(Data for analysis)

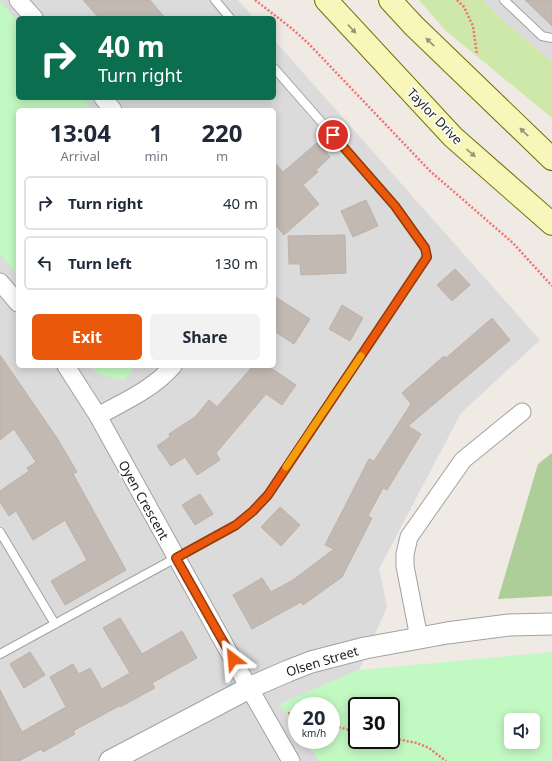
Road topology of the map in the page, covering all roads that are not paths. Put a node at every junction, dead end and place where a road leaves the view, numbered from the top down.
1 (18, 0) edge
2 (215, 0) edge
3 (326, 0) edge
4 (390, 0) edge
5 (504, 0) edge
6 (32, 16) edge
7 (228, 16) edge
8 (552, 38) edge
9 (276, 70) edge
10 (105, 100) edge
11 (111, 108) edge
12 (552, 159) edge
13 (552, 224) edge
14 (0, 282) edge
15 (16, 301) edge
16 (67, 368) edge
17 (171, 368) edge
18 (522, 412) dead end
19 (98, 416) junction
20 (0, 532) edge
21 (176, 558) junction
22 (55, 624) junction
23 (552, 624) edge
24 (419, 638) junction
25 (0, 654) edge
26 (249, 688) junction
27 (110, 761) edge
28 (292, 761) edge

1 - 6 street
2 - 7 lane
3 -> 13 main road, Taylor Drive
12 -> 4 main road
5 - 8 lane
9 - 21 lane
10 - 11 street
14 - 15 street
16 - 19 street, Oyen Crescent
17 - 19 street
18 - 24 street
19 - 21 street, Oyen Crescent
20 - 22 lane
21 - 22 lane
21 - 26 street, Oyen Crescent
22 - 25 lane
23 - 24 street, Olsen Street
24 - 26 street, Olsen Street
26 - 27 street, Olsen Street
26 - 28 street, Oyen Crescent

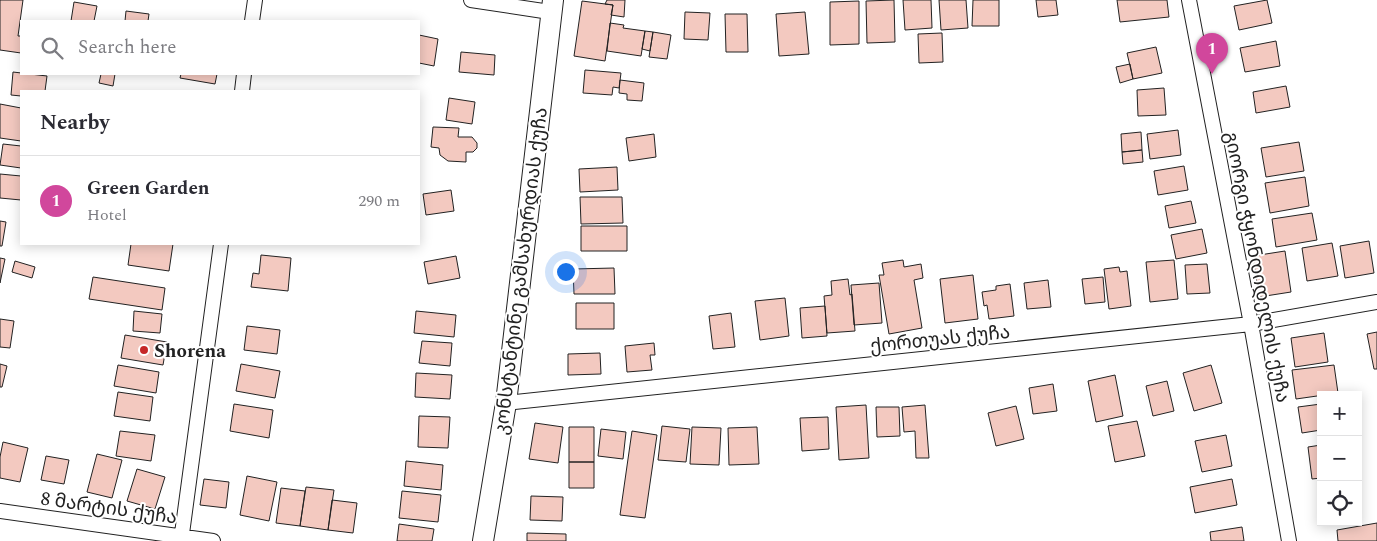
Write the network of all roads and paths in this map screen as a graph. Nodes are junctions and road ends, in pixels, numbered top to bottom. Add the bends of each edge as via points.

(End Data for analysis)

The copy should match each line above exactly and contain no images.

:: Result for this exercise ::
Road topology of the map in the page, covering all roads that are not paths. Put a node at every junction, dead end and place where a road leaves the view, numbered from the top down.
1 (18, 0) edge
2 (215, 0) edge
3 (326, 0) edge
4 (390, 0) edge
5 (504, 0) edge
6 (32, 16) edge
7 (228, 16) edge
8 (552, 38) edge
9 (276, 70) edge
10 (105, 100) edge
11 (111, 108) edge
12 (552, 159) edge
13 (552, 224) edge
14 (0, 282) edge
15 (16, 301) edge
16 (67, 368) edge
17 (171, 368) edge
18 (522, 412) dead end
19 (98, 416) junction
20 (0, 532) edge
21 (176, 558) junction
22 (55, 624) junction
23 (552, 624) edge
24 (419, 638) junction
25 (0, 654) edge
26 (249, 688) junction
27 (110, 761) edge
28 (292, 761) edge

1 - 6 street
2 - 7 lane
3 -> 13 main road, Taylor Drive
12 -> 4 main road
5 - 8 lane
9 - 21 lane
10 - 11 street
14 - 15 street
16 - 19 street, Oyen Crescent
17 - 19 street
18 - 24 street
19 - 21 street, Oyen Crescent
20 - 22 lane
21 - 22 lane
21 - 26 street, Oyen Crescent
22 - 25 lane
23 - 24 street, Olsen Street
24 - 26 street, Olsen Street
26 - 27 street, Olsen Street
26 - 28 street, Oyen Crescent

Write the network of all roads and paths in this map screen as a graph. Nodes are junctions and road ends, in pixels, numbered top to bottom. Add the bends of each edge as via points.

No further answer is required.